Many talk about “world view.” They use it as a code word meaning narrow fundamentalist dogma.
To me, worldview must be summed in commitment to truth. Jesus said, “I am the way, the truth, and the life.” Jesus is truth. I cannot cotton to lying for Jesus. I’m certain Jesus doesn’t either. Clinging to a narrow interpretation of certain scriptures does not make a worldview. Simply refusing to accept obvious, demonstrable facts and processes is dishonest. In all practical aspects life, that is lying. I seem to remember scripture explaining that liars have their place in the lake of fire. Literalist somehow have a more liberal view on that than I do.

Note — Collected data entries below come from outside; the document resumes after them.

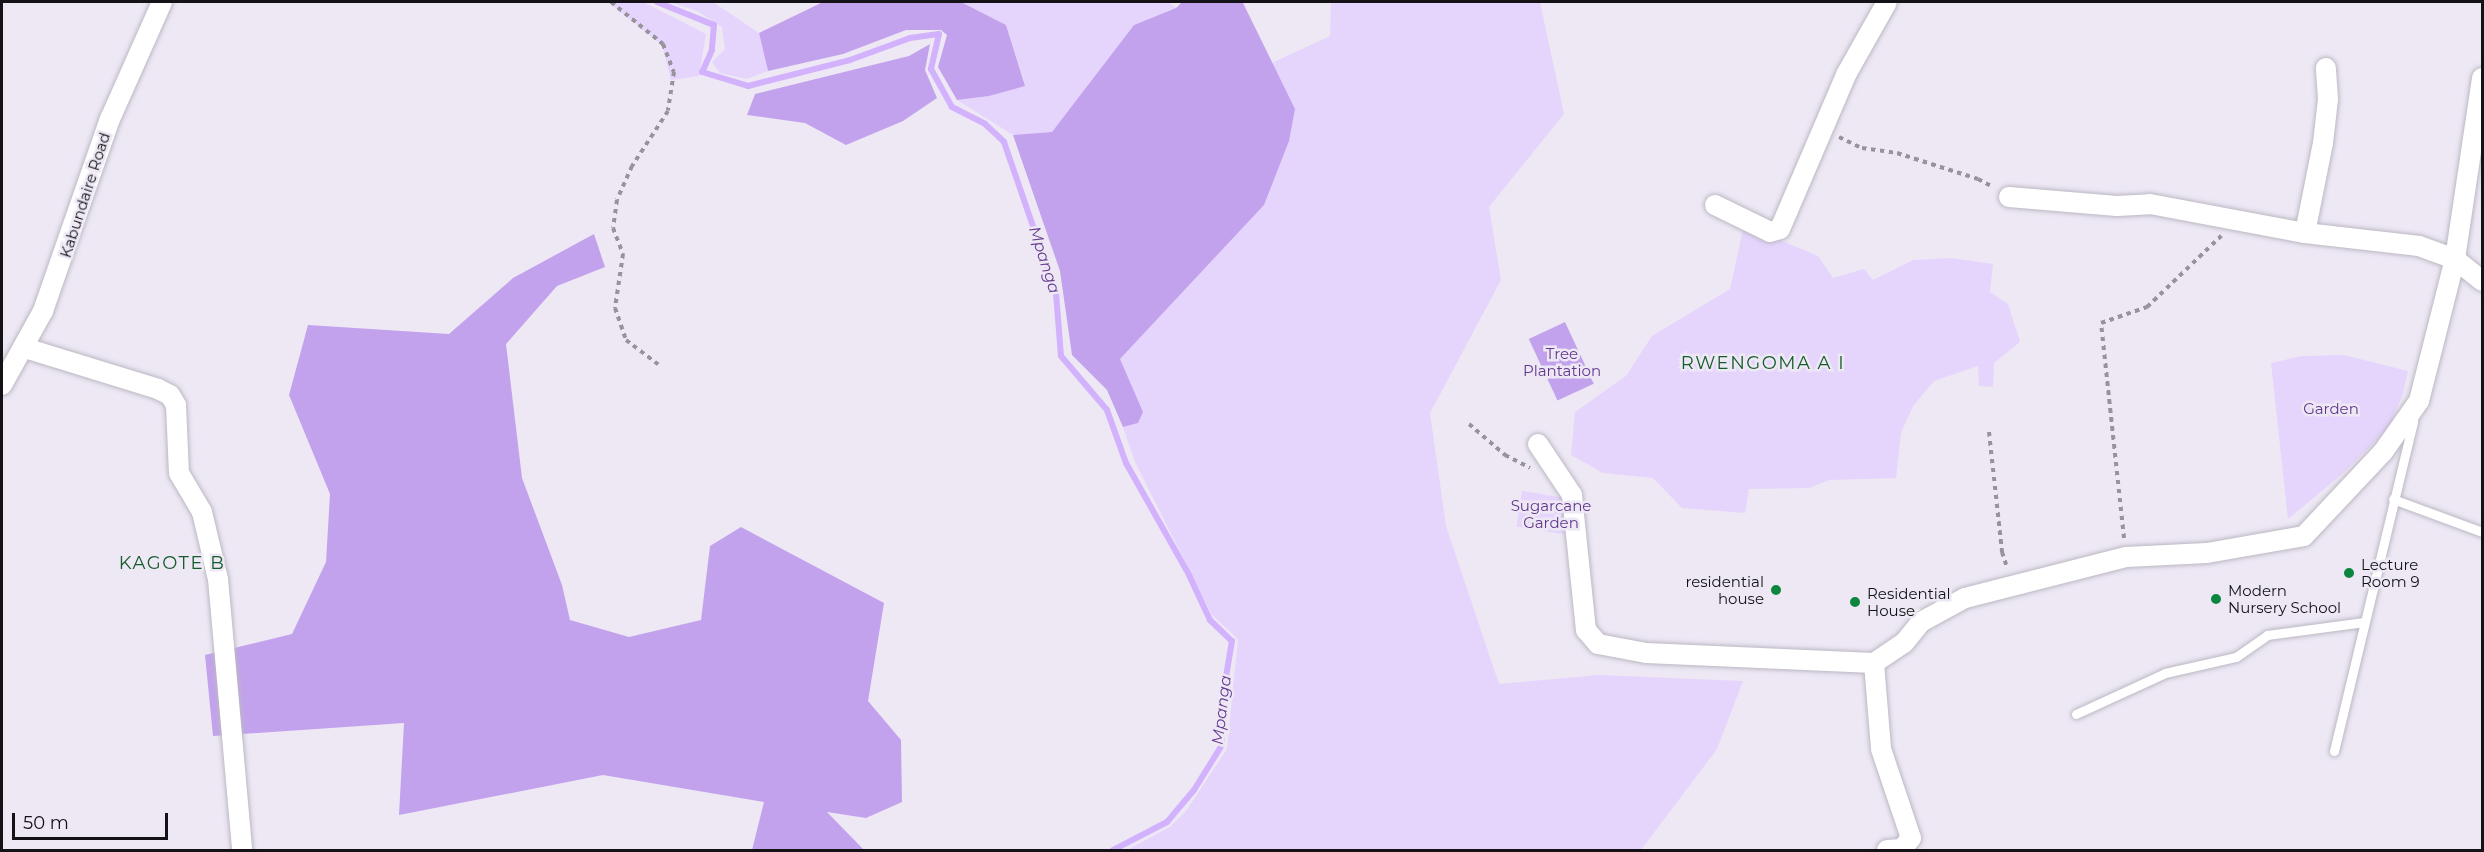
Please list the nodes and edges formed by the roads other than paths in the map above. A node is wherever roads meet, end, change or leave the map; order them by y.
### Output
1 (162, 2) edge
2 (1887, 2) edge
3 (2326, 68) dead end
4 (2482, 78) edge
5 (2009, 197) road end
6 (1716, 205) dead end
7 (2305, 233) junction
8 (2455, 259) junction
9 (2482, 281) edge
10 (25, 348) junction
11 (2, 385) edge
12 (2419, 401) junction
13 (1538, 444) dead end
14 (2392, 499) junction
15 (2482, 532) edge
16 (2364, 622) junction
17 (1874, 663) junction
18 (2076, 714) dead end
19 (2334, 751) dead end
20 (242, 850) edge
21 (1887, 850) edge

1 - 10 street, Kabundaire Road
2 - 6 street
3 - 7 street
4 - 8 street
5 - 7 street
7 - 8 street
8 - 9 street
8 - 12 street
10 - 11 street, Kabundaire Road
10 - 20 street
12 - 14 lane
12 - 17 street
13 - 17 street
14 - 15 lane
14 - 16 lane
16 - 18 lane
16 - 19 lane
17 - 21 street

Our story-teller explains that her growth and realization was slow, gradual, even halting. She supposes it is that way for most of us. I suppose so too. I tend to forget, though, that I have been at this longer than she has lived. I literally have been building my faith, my views, my understanding of all things science for over four decades now. Hardly any time at all. I’m still such a novice. However, I have much more experience than most people addressing such issues.
Life is a nonstop journey, with scarcely time to rest. Thank God there is a rest in Him. Still, though life is often hard, and often challenging, even thrilling, it can be so ridiculously shallow if we don’t deliberately dig deep. There is more to everything. The ultimate question, why, is never completely answered. There is always more. There will always be more. Always.